- Problem requirements
When the data below is printed, every line must match exactly and the images must be absent.
Segment Open
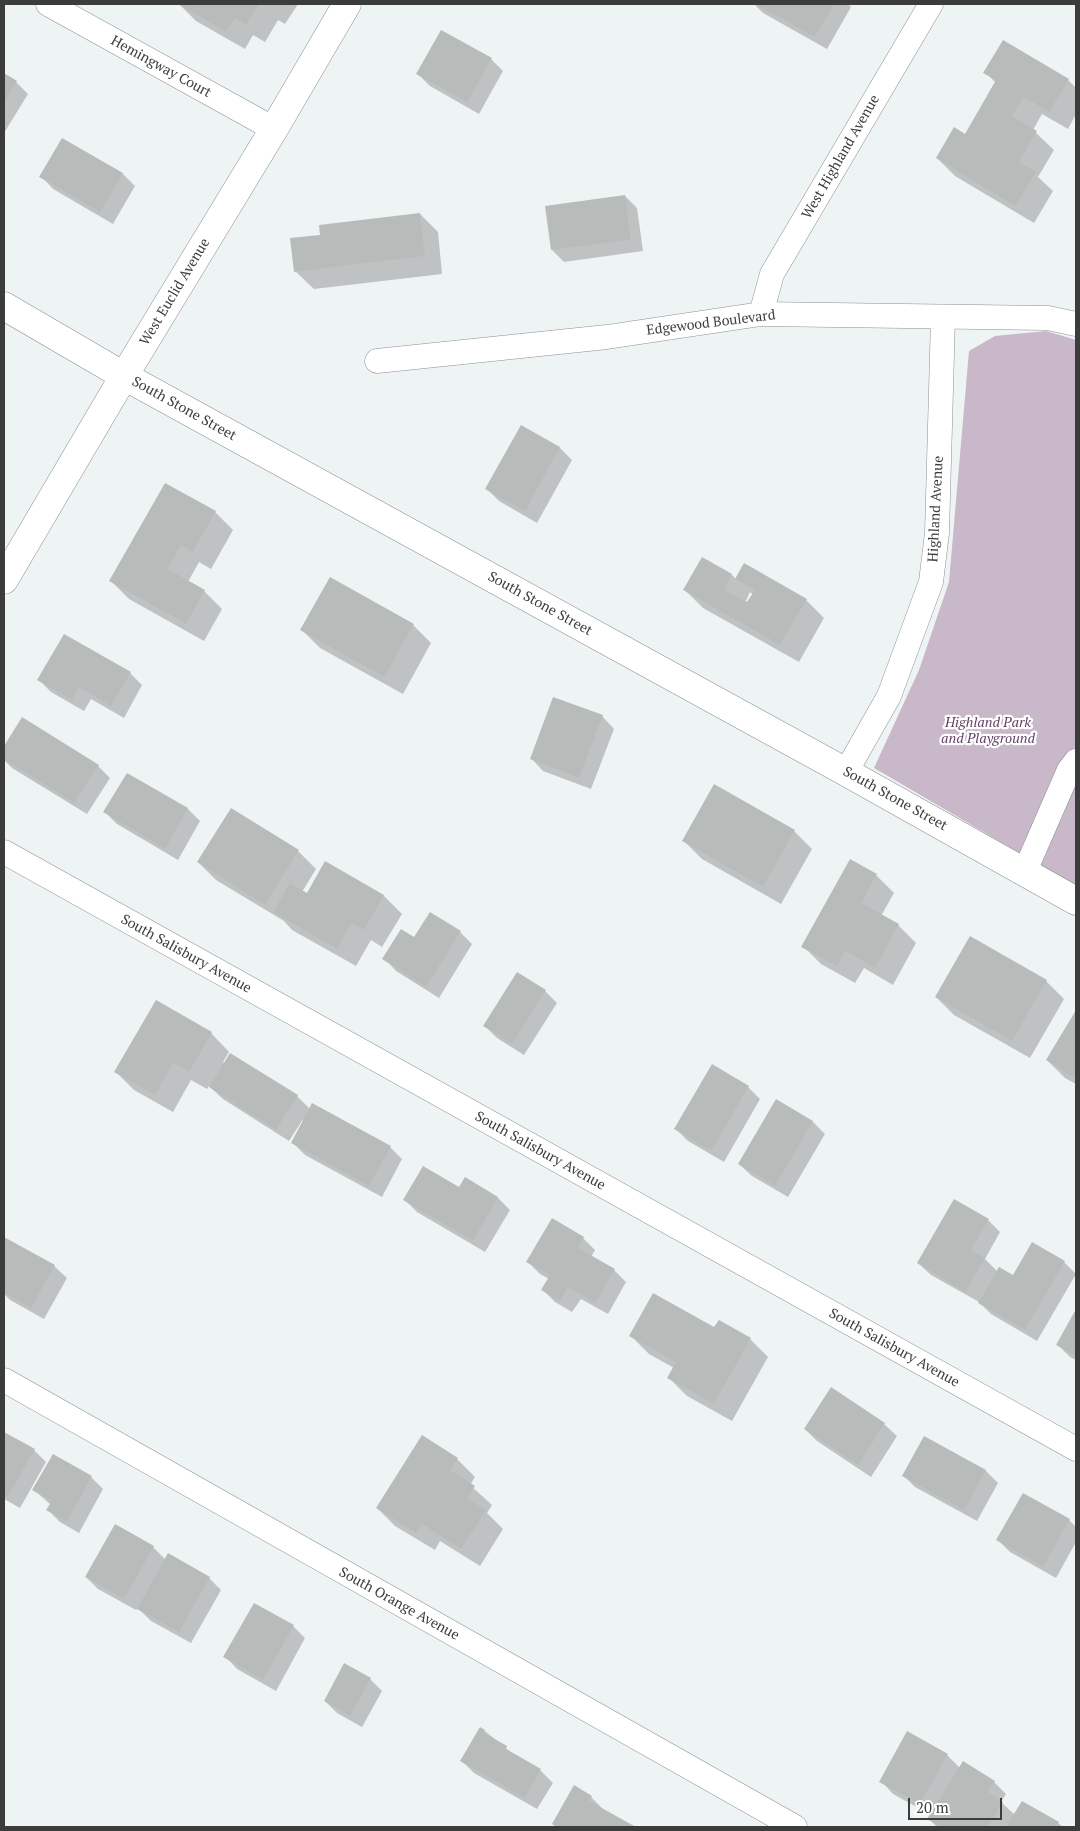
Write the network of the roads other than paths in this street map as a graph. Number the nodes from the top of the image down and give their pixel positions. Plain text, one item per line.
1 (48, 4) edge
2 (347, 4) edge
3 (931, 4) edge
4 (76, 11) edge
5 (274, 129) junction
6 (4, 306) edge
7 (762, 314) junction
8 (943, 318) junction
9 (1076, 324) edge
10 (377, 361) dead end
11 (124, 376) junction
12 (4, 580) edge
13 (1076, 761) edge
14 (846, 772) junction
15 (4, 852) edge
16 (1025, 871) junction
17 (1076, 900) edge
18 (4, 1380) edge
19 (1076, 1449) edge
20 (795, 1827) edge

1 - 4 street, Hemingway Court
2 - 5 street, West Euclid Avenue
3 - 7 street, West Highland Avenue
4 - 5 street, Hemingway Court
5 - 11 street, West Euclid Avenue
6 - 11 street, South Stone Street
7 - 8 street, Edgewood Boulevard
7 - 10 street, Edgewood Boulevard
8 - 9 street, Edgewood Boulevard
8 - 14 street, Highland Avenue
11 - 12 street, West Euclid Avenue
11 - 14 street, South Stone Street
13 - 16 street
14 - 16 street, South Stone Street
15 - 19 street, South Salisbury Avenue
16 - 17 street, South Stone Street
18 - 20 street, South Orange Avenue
Segment Closed
- Problem solution
Write the network of the roads other than paths in this street map as a graph. Number the nodes from the top of the image down and give their pixel positions. Plain text, one item per line.
1 (48, 4) edge
2 (347, 4) edge
3 (931, 4) edge
4 (76, 11) edge
5 (274, 129) junction
6 (4, 306) edge
7 (762, 314) junction
8 (943, 318) junction
9 (1076, 324) edge
10 (377, 361) dead end
11 (124, 376) junction
12 (4, 580) edge
13 (1076, 761) edge
14 (846, 772) junction
15 (4, 852) edge
16 (1025, 871) junction
17 (1076, 900) edge
18 (4, 1380) edge
19 (1076, 1449) edge
20 (795, 1827) edge

1 - 4 street, Hemingway Court
2 - 5 street, West Euclid Avenue
3 - 7 street, West Highland Avenue
4 - 5 street, Hemingway Court
5 - 11 street, West Euclid Avenue
6 - 11 street, South Stone Street
7 - 8 street, Edgewood Boulevard
7 - 10 street, Edgewood Boulevard
8 - 9 street, Edgewood Boulevard
8 - 14 street, Highland Avenue
11 - 12 street, West Euclid Avenue
11 - 14 street, South Stone Street
13 - 16 street
14 - 16 street, South Stone Street
15 - 19 street, South Salisbury Avenue
16 - 17 street, South Stone Street
18 - 20 street, South Orange Avenue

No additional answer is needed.